ISRO describes the PSLV as reliable and versatile, having achieved a run of 16 successful flights through to its last mission in July 2010. Payloads have been orbited on commercial terms for clients in Algeria, Belgium, Canada, Germany, Indonesia, Israel, Italy, South Korea and Switzerland.

Although the PSLV was developed as a workhorse for launching India's 1t class Earth observation satellites in polar/Sun-synchronous orbit, it has evolved into a versatile launcher capable of delivering payloads into near-Earth, middle-Earth and geostationary transfer orbits.

The larger, 49m-tall, 414t GSLV was designed to give India self-reliant capability to launch its Insat series of domestic communications satellites, which weigh 2,000-2,500kg. Most of the Insat satellites now in operation have been launched by the European Space Agency's Ariane 5 rockets.

The GSLV, and particularly a home-grown cryogenic engine for it, also holds the key to the ISRO's high-profile mission plans, including the 2013 launch of the Chandrayaan-II Moon mission and a human flight mission planned for 2016.

The failed 15 April GSLV mission was propelled by a home-grown cryogenic engine stage, carrying 12.5t of liquid oxygen and hydrogen.
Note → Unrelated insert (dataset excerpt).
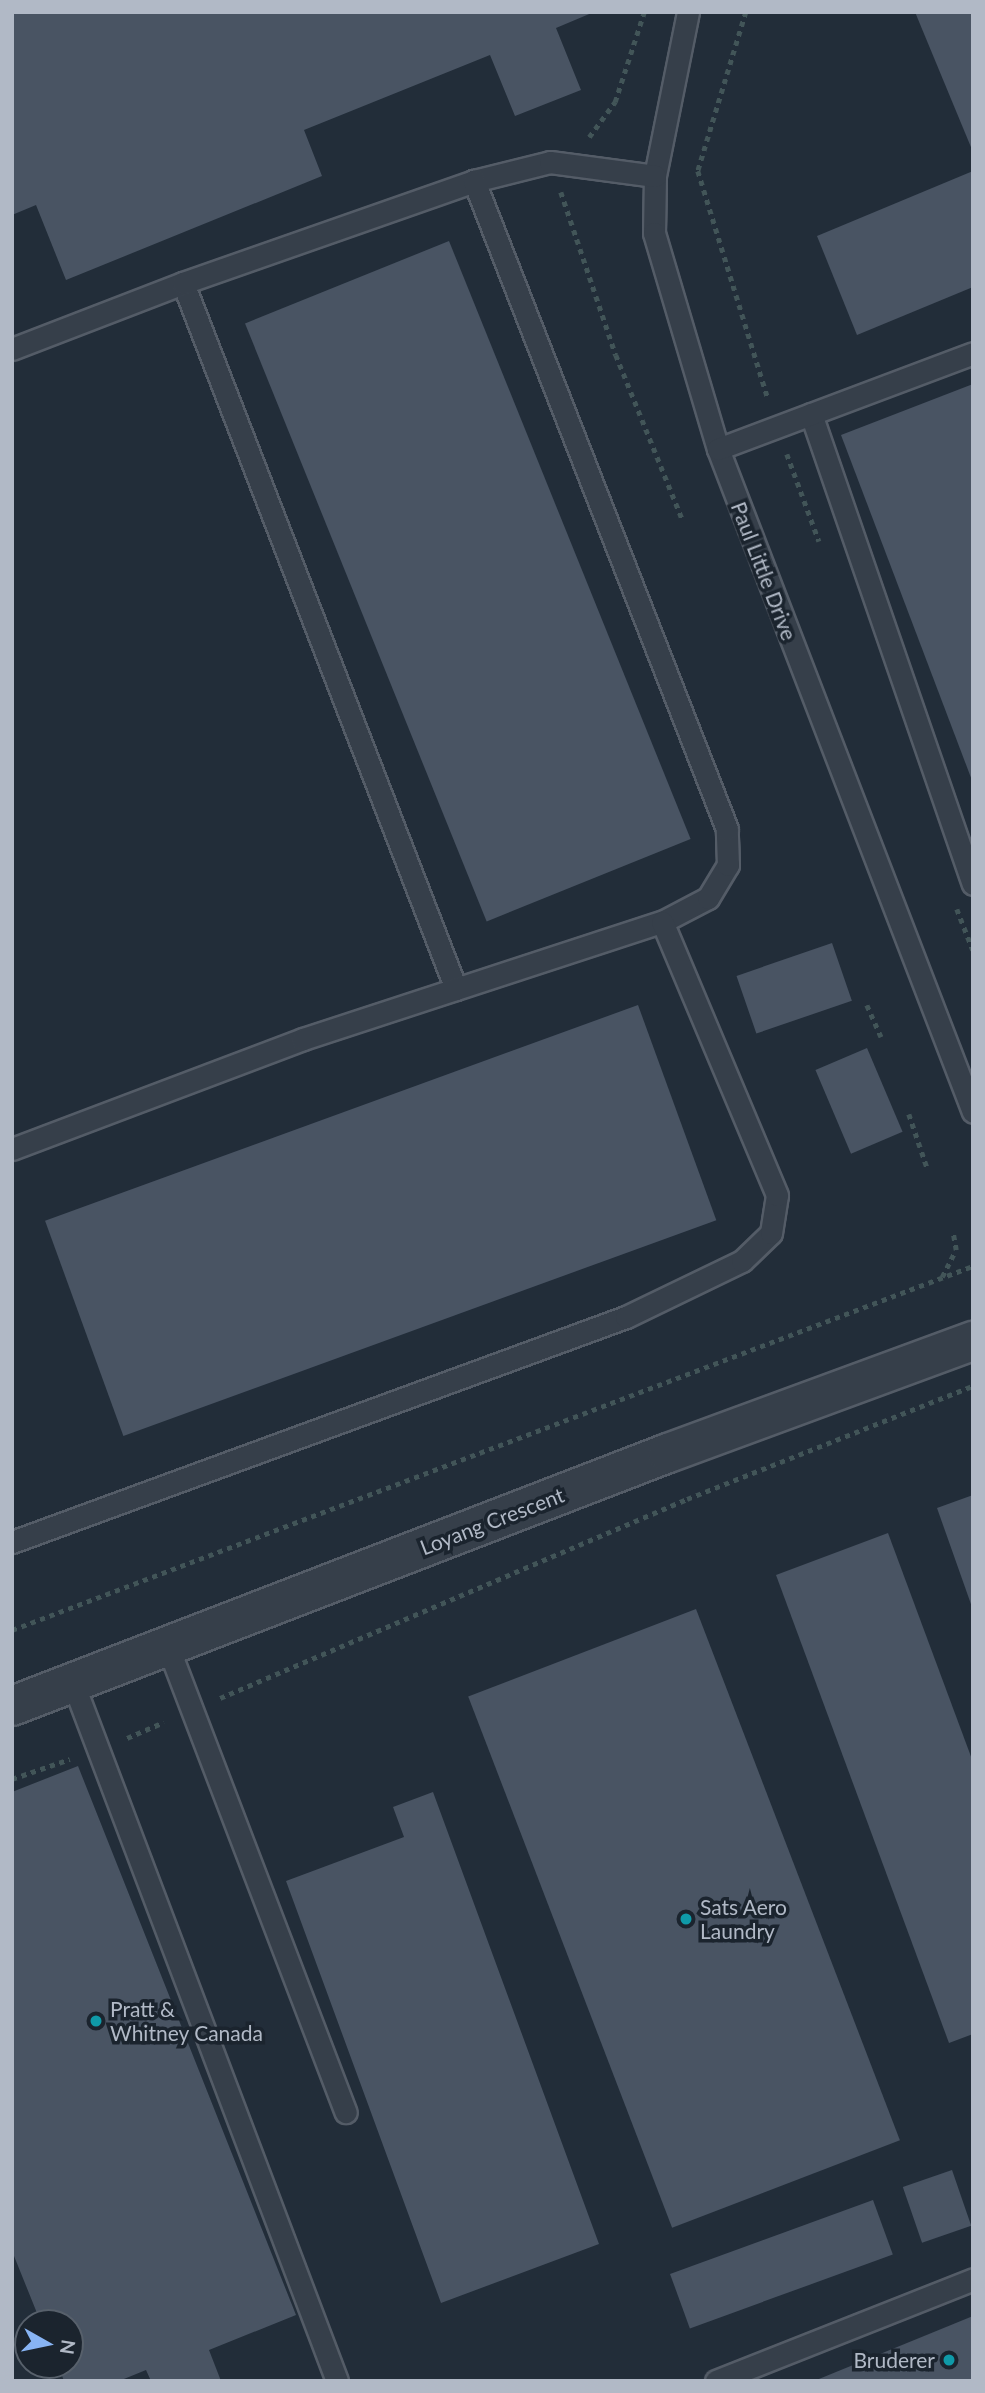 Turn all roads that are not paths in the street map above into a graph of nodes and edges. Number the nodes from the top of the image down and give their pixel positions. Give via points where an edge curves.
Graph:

The rocket that failed on 25 December featured a Russian cryogenic engine.

ISRO began developing an indigenous cryogenic engine in the early 1990s, but has still not been able to qualify the home-grown cryo stage. Since then, it has used six out of seven cryogenic engine stages supplied by Russia under an agreement made after the USA prevented Russia from transferring cryogenic engine technology to ISRO in 1992.

ISRO is also developing a Mark III version of the GSLV that will be capable of placing a 4t-class satellite into a geostationary transfer orbit. The three-stage, 629t heavy GSLV-MKIII calls for a cryogenic upper stage with a 25t loading of liquid hydrogen and liquid oxygen.

The forthcoming PSLV launch is planned to orbit India's advanced remote sensing satellite Resourcesat-II, envisaged as a follow-on to Resourcesat-1, which was launched in 2003. As piggyback payloads, the rocket will carry Singapore's Nanyang Technological University's 100kg X-sat micro satellite and Youthsat, an Indo-Russian micro satellite carrying payloads designed by university students.

A second PSLV launch is due in the second quarter, to put India's 1,375kg GSat-12 communications satellite into a geostationary transfer orbit. It will replace Insat-3B, which was launched in March 2000.